During the halt/bus grant state, the processor will not respond to external real-time requests such as FIRQ or IRQ. However, a direct memory access/bus request input will be accepted. A non-maskable interrupt or a reset input will be latched for processing later. The E and Q clocks continue to run during the halt/bus grant state.
This input is used to suspend program execution and make the buses available for another use such as a direct memory access or a dynamic memory refresh.
A low level on this input occurring during the Q clock high time suspends instruction execution at the end of the current cycle.

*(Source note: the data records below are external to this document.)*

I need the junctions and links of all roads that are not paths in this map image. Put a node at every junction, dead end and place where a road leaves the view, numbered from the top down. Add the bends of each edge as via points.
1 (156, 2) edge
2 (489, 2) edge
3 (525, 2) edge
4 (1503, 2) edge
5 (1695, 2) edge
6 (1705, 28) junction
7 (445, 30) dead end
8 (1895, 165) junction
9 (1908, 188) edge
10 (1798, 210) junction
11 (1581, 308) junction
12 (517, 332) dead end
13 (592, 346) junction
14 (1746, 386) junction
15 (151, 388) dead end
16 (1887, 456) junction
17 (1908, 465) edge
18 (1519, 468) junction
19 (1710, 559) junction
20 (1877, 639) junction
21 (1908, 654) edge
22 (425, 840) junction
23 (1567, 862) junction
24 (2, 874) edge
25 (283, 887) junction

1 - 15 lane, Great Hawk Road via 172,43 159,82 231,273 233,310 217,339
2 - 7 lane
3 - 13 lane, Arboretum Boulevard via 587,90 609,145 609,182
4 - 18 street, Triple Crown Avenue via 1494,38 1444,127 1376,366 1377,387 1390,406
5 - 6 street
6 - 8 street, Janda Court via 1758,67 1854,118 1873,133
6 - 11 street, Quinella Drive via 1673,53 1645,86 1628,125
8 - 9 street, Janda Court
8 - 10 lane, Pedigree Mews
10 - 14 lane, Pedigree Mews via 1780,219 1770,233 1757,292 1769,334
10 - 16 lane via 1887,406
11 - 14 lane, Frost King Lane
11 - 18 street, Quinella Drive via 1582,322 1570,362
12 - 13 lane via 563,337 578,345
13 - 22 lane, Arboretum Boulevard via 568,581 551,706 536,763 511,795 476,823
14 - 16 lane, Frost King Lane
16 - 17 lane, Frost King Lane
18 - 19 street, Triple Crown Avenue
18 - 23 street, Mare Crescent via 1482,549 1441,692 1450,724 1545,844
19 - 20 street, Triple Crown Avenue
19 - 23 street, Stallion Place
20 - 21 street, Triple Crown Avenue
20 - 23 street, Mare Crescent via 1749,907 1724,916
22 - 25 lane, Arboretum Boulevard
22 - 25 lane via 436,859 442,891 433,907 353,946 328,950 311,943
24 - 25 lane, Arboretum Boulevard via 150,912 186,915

The processor acknowledges acceptance of this input by setting the BA and BS outputs high to signify the bus grant state. The requesting device now has up to 15 bus cycles before the processor retrieves the bus for self-refresh.
Typically, a direct memory access controller will request to use the bus by setting the DMA/BREQ input low when E goes high. When the processor acknowledges this input by setting the BA and BS outputs high, that cycle will be a dead cycle used to transfer bus mastership to the direct memory access controller. False memory access during any dead cycle should be prevented by externally developing a system DMAVMA signal which is low in any cycle when the BA output changes.
When the BA output goes low, either as a result of a direct memory access/bus request or a processor self-refresh, the direct memory access device should be removed from the bus. Another dead cycle will elapse before the processor accesses memory, to allow transfer of bus mastership without contention.
This output indicates that bus re-arbitration should be deferred and provides the indivisable memory operation required for a "test-and-set" primitive.
This output will be high for the first two cycles of any Read-Modify-Write instruction, high during the first byte of a double-byte access, and high during the first byte of any indirect access or vector-fetch operation.
Two inputs are used to supply power to the processor: VCC is +5.0 ±5%, while VSS is ground or 0 volts.
This section contains a description of each of the addressing modes available on these processors.
The addressing modes available on the MC6809 and MC6809E are: Inherent, Immediate, Extended, Direct, Indexed (with various offsets and autoincrementing/decrementing), and Branch Relative. Some of these addressing modes require an additional byte after the opcode to provide additional addressing interpretation. This byte is called a postbyte.
The following paragraphs provide a description of each addressing mode. In these descriptions the term effective address is used to indicate the address in memory from which the argument for an instruction is fetched or stored, or from which instruction processing is to proceed.
The information necessary to execute the instruction is contained in the opcode. Some operations specifying only the index registers or the accumulators, and no other arguments, are also included in this addressing mode.
The operand is contained in one or two bytes immediately following the opcode. This addressing mode is used to provide constant data values that do not change during program execution. Both 8-bit and 16-bit operands are used depending on the size of the argument specified in the opcode.
Another form of immediate addressing uses a postbyte to determine the registers to be manipulated. The exchange (EXG) and transfer (TFR) instructions use the postbyte as shown in Figure 2-1(A). The push and pull instructions use the postbyte to designate the registers to be pushed or pulled as shown in Figure 2-1(B).
The effective address of the argument is contained in the two bytes following the opcode. Instructions using the extended addressing mode can reference arguments anywhere in the 64K addressing space. Extended addressing is generally not used in position independent programs because it supplies an absolute address.
|Example:||LDA > CAT|
The effective address is developed by concatenation of the contents of the direct page register with the byte immediately following the opcode. The direct page register contents are the most-significant byte of the address. This allows accessing 256 locations within any one of 256 pages. Therefore, the entire addressing range is available for access using a single two-byte instruction.
|Example:||LDA > CAT|
In these addressing modes, one of the pointer registers (X, Y, U, or S), and sometimes the program counter (PC) is used in the calculation of the effective address of the instruction operand. The basic types (and their variations) of indexed addressing available are shown in Table 2-1 along with the postbyte configuration used.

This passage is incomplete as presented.